Свежеотпечатанные авторские экземпляры «Социальных конфликтов» Нинхеймер получил 8 мая. Он мельком перелистал страницы, пробежав глазами несколько абзацев, и отложил книги в сторону.
Позднее он объяснял, что совсем забыл про них. Восемь лет трудился он над монографией, но, после того как все заботы о выпуске книги перешли к Изи, профессора полностью поглотили новые интересы. Он не удосужился преподнести традиционный дарственный экземпляр университетской библиотеке. Даже Бейкер, который после недавнего разноса с головой погрузился в работу и старался не попадаться начальству на глаза, и тот не получил книги в подарок.
Этот период забвения оборвался 16 июня. В кабинете Нинхеймера раздался телефонный звонок, и профессор изумленно уставился на экран.
– Шпейдель? Вы приехали?
– Нет, сэр! Я звоню вам из Кливленда! – Голос Шпейделя прерывался от плохо сдерживаемого гнева.
– Чем же вызван ваш звонок?
– А тем, что я только что имел удовольствие перелистать вашу новую книгу! Нинхеймер, вы с ума сошли? Совсем рехнулись?
Нинхеймер оцепенел.
– Вы нашли… э-э… ошибку? – встревожился он.
– Ошибку?! Да вы только взгляните на страницу 562! Какого черта вы посмели так извратить мою работу? Где в цитируемой вами статье я утверждаю, будто преступная личность – это фикция, а подлинными преступниками являются полиция и суд? Вот послушайте…
– Стойте! Стойте! – завопил Нинхеймер, лихорадочно листая страницы. – Позвольте мне взглянуть… О боже!
– Ну, что скажете?
– Шпейдель, я ума не приложу, как это могло произойти. Я никогда не писал ничего подобного.
– Это напечатано черным по белому! И это еще далеко не худшее искажение. Загляните на страницу 690 и попробуйте представить, что из вас сделает Ипатьев, когда узнает, как вы обошлись с его открытиями! Послушайте, Нинхеймер, ваша книга буквально напичкана подобными издевками. Не знаю, о чем вы думали… но, по-моему, у вас нет иного выхода, как изъять книгу из продажи. И вам еще долго придется приносить извинения на следующей конференции социологов!
– Шпейдель, выслушайте меня…
Но Шпейдель с такой яростью дал отбой, что экран секунд пятнадцать искрился помехами.

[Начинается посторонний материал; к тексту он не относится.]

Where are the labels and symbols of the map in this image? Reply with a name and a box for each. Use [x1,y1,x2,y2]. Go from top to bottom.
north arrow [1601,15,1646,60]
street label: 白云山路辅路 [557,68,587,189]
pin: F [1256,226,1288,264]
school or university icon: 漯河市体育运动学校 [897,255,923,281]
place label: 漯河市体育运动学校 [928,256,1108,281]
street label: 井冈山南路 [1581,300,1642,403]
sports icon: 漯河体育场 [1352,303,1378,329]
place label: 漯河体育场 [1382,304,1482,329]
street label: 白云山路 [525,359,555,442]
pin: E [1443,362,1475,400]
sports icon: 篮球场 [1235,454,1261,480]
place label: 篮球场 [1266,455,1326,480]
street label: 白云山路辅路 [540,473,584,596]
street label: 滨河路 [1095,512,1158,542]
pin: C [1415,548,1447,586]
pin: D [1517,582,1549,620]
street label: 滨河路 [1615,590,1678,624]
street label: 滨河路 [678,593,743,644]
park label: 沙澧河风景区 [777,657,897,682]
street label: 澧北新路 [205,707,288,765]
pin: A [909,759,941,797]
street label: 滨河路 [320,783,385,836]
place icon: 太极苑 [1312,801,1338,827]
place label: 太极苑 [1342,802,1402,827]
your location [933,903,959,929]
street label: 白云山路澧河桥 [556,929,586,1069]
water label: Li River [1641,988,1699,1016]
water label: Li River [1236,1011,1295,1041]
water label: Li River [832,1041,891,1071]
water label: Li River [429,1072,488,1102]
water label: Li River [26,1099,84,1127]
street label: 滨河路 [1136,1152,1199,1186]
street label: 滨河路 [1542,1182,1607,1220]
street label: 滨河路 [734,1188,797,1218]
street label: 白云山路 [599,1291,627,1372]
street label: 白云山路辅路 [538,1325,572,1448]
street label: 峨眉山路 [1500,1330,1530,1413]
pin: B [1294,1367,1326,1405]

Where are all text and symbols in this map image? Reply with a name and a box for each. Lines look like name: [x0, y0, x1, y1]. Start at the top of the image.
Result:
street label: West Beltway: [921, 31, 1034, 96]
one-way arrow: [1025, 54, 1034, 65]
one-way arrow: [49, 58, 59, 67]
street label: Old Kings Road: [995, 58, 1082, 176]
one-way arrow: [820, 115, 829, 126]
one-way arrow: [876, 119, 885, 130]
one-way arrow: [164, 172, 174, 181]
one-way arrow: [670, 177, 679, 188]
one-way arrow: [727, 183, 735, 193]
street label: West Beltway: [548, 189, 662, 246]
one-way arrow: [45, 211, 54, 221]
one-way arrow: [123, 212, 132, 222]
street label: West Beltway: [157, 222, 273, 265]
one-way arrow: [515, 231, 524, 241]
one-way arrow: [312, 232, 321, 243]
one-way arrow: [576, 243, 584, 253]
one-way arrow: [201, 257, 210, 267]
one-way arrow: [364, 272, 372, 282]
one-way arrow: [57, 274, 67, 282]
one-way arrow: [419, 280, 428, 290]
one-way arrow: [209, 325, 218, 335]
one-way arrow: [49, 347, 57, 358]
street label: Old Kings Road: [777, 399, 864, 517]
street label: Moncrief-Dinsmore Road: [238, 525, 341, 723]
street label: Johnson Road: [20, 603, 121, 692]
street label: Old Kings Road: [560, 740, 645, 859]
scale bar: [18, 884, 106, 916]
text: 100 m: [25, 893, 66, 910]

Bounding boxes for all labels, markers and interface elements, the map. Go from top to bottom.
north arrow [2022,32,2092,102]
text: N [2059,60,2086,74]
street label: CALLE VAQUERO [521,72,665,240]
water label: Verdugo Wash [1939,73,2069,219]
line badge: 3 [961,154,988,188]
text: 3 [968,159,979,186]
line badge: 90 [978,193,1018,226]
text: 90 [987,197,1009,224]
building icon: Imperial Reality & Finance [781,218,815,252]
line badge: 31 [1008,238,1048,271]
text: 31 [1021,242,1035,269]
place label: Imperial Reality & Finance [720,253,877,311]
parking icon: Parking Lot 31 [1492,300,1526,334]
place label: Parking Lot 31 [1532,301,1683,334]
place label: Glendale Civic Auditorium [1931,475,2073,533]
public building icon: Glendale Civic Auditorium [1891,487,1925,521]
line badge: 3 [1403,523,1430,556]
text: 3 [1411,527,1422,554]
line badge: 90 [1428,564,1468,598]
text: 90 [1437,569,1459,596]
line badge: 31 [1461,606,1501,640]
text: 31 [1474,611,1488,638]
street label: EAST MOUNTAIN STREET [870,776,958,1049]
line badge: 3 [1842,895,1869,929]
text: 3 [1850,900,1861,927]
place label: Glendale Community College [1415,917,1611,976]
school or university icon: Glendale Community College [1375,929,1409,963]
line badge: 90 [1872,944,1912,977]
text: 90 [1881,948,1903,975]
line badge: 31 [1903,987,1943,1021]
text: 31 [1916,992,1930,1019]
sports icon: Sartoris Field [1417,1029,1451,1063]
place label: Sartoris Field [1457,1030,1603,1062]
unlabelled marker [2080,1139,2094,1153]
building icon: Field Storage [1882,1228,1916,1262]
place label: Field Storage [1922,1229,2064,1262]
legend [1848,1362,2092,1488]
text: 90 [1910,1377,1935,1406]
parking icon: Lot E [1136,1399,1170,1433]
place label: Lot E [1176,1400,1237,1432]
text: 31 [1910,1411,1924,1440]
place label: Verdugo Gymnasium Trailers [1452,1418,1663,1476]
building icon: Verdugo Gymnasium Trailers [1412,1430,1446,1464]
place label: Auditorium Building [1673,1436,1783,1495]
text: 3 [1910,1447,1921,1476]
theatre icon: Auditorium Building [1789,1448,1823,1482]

Вот тогда-то Нинхеймер уселся за книгу и принялся отмечать абзацы красными чернилами.
При встрече с роботом профессор держался на редкость хорошо, лишь побелевшие губы выдавали его гнев. Он протянул книгу Изи.
– Будьте добры прочитать абзацы, отмеченные на страницах 562, 031, 664 и 690.
Роботу понадобилось для этого четыре секунды.
– Готово, профессор Нинхеймер.
– Эти абзацы отличаются от тех, что были в первоначальном тексте.
– Да, сэр. Отличаются.
– Это вы их переделали?
– Да, сэр.
– Потому?
– Эти абзацы, в том виде, как вы написали, сэр, содержат весьма неодобрительные отзывы о кое-каких группах человеческих существ. Я счел целесообразным изменить некоторые формулировки, чтобы эти люди не пострадали.
– Да как вы осмелились?!
– Профессор, Первый закон не позволяет мне бездействовать, если в результате могут пострадать люди. А принимая во внимание вашу репутацию ученого и ту известность, которую ваша книга получит среди социологов, не трудно понять, что ваши неодобрительные отзывы причинят несомненный вред этим группам человеческих существ.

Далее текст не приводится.